## Task statement:
What you give back must match the data below character for character.

##### Extracted information #####

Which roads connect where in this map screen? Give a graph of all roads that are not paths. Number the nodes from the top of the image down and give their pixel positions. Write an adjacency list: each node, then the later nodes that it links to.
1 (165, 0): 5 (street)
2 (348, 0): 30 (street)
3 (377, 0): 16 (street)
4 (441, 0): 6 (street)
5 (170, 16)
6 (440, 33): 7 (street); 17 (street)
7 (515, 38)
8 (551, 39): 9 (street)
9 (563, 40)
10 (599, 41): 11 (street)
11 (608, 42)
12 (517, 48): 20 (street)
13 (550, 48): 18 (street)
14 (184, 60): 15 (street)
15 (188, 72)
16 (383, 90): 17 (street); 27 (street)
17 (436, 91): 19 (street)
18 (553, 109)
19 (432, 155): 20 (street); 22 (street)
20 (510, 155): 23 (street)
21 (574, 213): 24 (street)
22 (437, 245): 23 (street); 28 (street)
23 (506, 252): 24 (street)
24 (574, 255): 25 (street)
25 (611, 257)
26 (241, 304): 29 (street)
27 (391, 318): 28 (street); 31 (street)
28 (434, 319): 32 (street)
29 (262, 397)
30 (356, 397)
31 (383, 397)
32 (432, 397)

#####

## Answer area:
Which roads connect where in this map screen? Give a graph of all roads that are not paths. Number the nodes from the top of the image down and give their pixel positions. Write an adjacency list: each node, then the later nodes that it links to.
1 (165, 0): 5 (street)
2 (348, 0): 30 (street)
3 (377, 0): 16 (street)
4 (441, 0): 6 (street)
5 (170, 16)
6 (440, 33): 7 (street); 17 (street)
7 (515, 38)
8 (551, 39): 9 (street)
9 (563, 40)
10 (599, 41): 11 (street)
11 (608, 42)
12 (517, 48): 20 (street)
13 (550, 48): 18 (street)
14 (184, 60): 15 (street)
15 (188, 72)
16 (383, 90): 17 (street); 27 (street)
17 (436, 91): 19 (street)
18 (553, 109)
19 (432, 155): 20 (street); 22 (street)
20 (510, 155): 23 (street)
21 (574, 213): 24 (street)
22 (437, 245): 23 (street); 28 (street)
23 (506, 252): 24 (street)
24 (574, 255): 25 (street)
25 (611, 257)
26 (241, 304): 29 (street)
27 (391, 318): 28 (street); 31 (street)
28 (434, 319): 32 (street)
29 (262, 397)
30 (356, 397)
31 (383, 397)
32 (432, 397)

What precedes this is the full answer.